__What needs to be done__
Every line of the listing below should be written out exactly, minus its pictures.

__Exercise inputs__
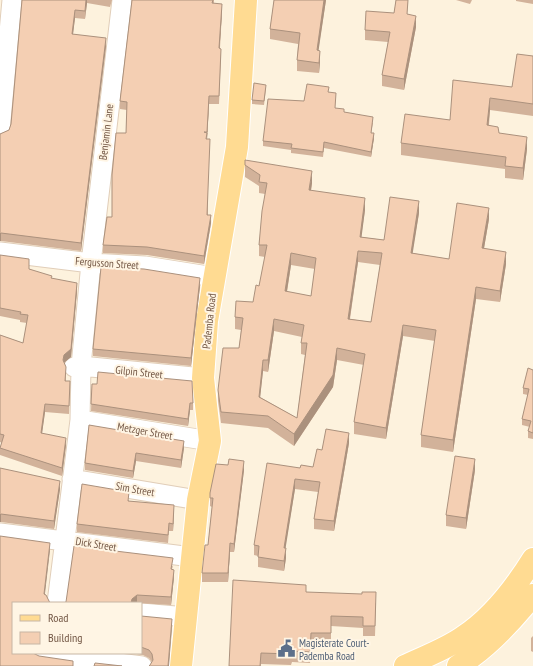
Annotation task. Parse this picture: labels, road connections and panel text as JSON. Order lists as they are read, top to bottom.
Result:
{
  "streets": {
    "main road": ["Pademba Road"],
    "street": [
      "Benjamin Lane",
      "Fergusson Street",
      "Gilpin Street",
      "Metzger Street",
      "Sim Street",
      "Dick Street"
    ]
  },
  "crossings": [
    ["Benjamin Lane", "Fergusson Street"],
    ["Benjamin Lane", "Gilpin Street"],
    ["Benjamin Lane", "Metzger Street"],
    ["Benjamin Lane", "Sim Street"],
    ["Benjamin Lane", "Dick Street"],
    ["Fergusson Street", "Pademba Road"],
    ["Pademba Road", "Gilpin Street"],
    ["Pademba Road", "Metzger Street"],
    ["Pademba Road", "Sim Street"],
    ["Pademba Road", "Dick Street"]
  ],
  "places": {
    "public building": ["Magisterate Court- Pademba Road"]
  },
  "legend": ["Road", "Building"]
}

__The completed task__
Annotation task. Parse this picture: labels, road connections and panel text as JSON. Order lists as they are read, top to bottom.
Result:
{
  "streets": {
    "main road": ["Pademba Road"],
    "street": [
      "Benjamin Lane",
      "Fergusson Street",
      "Gilpin Street",
      "Metzger Street",
      "Sim Street",
      "Dick Street"
    ]
  },
  "crossings": [
    ["Benjamin Lane", "Fergusson Street"],
    ["Benjamin Lane", "Gilpin Street"],
    ["Benjamin Lane", "Metzger Street"],
    ["Benjamin Lane", "Sim Street"],
    ["Benjamin Lane", "Dick Street"],
    ["Fergusson Street", "Pademba Road"],
    ["Pademba Road", "Gilpin Street"],
    ["Pademba Road", "Metzger Street"],
    ["Pademba Road", "Sim Street"],
    ["Pademba Road", "Dick Street"]
  ],
  "places": {
    "public building": ["Magisterate Court- Pademba Road"]
  },
  "legend": ["Road", "Building"]
}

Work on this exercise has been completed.